Work to complete. Word for word, reproduce the data that follows.
*** Opening Data records ***
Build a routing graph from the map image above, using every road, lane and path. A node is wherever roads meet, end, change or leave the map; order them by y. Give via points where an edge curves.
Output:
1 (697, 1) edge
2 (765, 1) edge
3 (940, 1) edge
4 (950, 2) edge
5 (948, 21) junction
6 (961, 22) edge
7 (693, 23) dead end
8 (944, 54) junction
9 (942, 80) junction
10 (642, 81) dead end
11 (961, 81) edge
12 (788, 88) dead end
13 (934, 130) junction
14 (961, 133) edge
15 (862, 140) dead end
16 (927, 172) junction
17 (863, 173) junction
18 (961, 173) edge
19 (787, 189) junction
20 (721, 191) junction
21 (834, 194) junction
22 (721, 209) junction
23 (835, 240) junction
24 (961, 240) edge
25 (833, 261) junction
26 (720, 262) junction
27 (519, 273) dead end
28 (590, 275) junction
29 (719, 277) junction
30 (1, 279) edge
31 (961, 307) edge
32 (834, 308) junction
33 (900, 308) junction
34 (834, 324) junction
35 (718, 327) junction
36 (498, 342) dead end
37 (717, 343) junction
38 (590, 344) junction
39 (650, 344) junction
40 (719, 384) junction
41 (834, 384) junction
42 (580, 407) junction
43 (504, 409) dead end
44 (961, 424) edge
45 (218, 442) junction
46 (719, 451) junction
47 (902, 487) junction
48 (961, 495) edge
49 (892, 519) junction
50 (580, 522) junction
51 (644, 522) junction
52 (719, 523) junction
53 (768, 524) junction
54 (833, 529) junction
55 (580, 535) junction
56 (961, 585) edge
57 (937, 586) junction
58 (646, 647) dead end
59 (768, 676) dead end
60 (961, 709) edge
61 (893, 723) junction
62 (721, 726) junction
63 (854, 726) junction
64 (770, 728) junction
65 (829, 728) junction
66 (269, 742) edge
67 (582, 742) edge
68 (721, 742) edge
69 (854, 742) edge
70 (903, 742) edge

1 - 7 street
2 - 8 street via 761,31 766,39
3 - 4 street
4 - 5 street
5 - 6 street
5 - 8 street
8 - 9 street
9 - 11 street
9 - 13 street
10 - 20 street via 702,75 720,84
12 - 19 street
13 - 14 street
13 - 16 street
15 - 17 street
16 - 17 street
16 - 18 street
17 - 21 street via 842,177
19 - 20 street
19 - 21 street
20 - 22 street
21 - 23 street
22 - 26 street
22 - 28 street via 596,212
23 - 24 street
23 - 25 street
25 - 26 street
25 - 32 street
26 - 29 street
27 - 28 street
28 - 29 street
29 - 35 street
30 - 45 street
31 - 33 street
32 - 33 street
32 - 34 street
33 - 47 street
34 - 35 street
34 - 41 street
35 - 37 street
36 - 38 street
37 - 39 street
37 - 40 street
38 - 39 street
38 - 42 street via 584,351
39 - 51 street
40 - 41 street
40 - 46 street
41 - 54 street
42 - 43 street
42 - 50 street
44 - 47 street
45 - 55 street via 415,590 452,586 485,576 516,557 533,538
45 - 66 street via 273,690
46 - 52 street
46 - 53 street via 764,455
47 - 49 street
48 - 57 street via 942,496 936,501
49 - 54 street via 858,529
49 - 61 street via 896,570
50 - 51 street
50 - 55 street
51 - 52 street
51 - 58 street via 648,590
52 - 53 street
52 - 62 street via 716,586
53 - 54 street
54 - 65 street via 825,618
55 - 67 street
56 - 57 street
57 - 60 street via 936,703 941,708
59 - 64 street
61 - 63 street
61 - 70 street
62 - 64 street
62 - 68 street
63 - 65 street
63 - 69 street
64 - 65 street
*** Closing Data records ***
Response to this task.
Build a routing graph from the map image above, using every road, lane and path. A node is wherever roads meet, end, change or leave the map; order them by y. Give via points where an edge curves.
Output:
1 (697, 1) edge
2 (765, 1) edge
3 (940, 1) edge
4 (950, 2) edge
5 (948, 21) junction
6 (961, 22) edge
7 (693, 23) dead end
8 (944, 54) junction
9 (942, 80) junction
10 (642, 81) dead end
11 (961, 81) edge
12 (788, 88) dead end
13 (934, 130) junction
14 (961, 133) edge
15 (862, 140) dead end
16 (927, 172) junction
17 (863, 173) junction
18 (961, 173) edge
19 (787, 189) junction
20 (721, 191) junction
21 (834, 194) junction
22 (721, 209) junction
23 (835, 240) junction
24 (961, 240) edge
25 (833, 261) junction
26 (720, 262) junction
27 (519, 273) dead end
28 (590, 275) junction
29 (719, 277) junction
30 (1, 279) edge
31 (961, 307) edge
32 (834, 308) junction
33 (900, 308) junction
34 (834, 324) junction
35 (718, 327) junction
36 (498, 342) dead end
37 (717, 343) junction
38 (590, 344) junction
39 (650, 344) junction
40 (719, 384) junction
41 (834, 384) junction
42 (580, 407) junction
43 (504, 409) dead end
44 (961, 424) edge
45 (218, 442) junction
46 (719, 451) junction
47 (902, 487) junction
48 (961, 495) edge
49 (892, 519) junction
50 (580, 522) junction
51 (644, 522) junction
52 (719, 523) junction
53 (768, 524) junction
54 (833, 529) junction
55 (580, 535) junction
56 (961, 585) edge
57 (937, 586) junction
58 (646, 647) dead end
59 (768, 676) dead end
60 (961, 709) edge
61 (893, 723) junction
62 (721, 726) junction
63 (854, 726) junction
64 (770, 728) junction
65 (829, 728) junction
66 (269, 742) edge
67 (582, 742) edge
68 (721, 742) edge
69 (854, 742) edge
70 (903, 742) edge

1 - 7 street
2 - 8 street via 761,31 766,39
3 - 4 street
4 - 5 street
5 - 6 street
5 - 8 street
8 - 9 street
9 - 11 street
9 - 13 street
10 - 20 street via 702,75 720,84
12 - 19 street
13 - 14 street
13 - 16 street
15 - 17 street
16 - 17 street
16 - 18 street
17 - 21 street via 842,177
19 - 20 street
19 - 21 street
20 - 22 street
21 - 23 street
22 - 26 street
22 - 28 street via 596,212
23 - 24 street
23 - 25 street
25 - 26 street
25 - 32 street
26 - 29 street
27 - 28 street
28 - 29 street
29 - 35 street
30 - 45 street
31 - 33 street
32 - 33 street
32 - 34 street
33 - 47 street
34 - 35 street
34 - 41 street
35 - 37 street
36 - 38 street
37 - 39 street
37 - 40 street
38 - 39 street
38 - 42 street via 584,351
39 - 51 street
40 - 41 street
40 - 46 street
41 - 54 street
42 - 43 street
42 - 50 street
44 - 47 street
45 - 55 street via 415,590 452,586 485,576 516,557 533,538
45 - 66 street via 273,690
46 - 52 street
46 - 53 street via 764,455
47 - 49 street
48 - 57 street via 942,496 936,501
49 - 54 street via 858,529
49 - 61 street via 896,570
50 - 51 street
50 - 55 street
51 - 52 street
51 - 58 street via 648,590
52 - 53 street
52 - 62 street via 716,586
53 - 54 street
54 - 65 street via 825,618
55 - 67 street
56 - 57 street
57 - 60 street via 936,703 941,708
59 - 64 street
61 - 63 street
61 - 70 street
62 - 64 street
62 - 68 street
63 - 65 street
63 - 69 street
64 - 65 street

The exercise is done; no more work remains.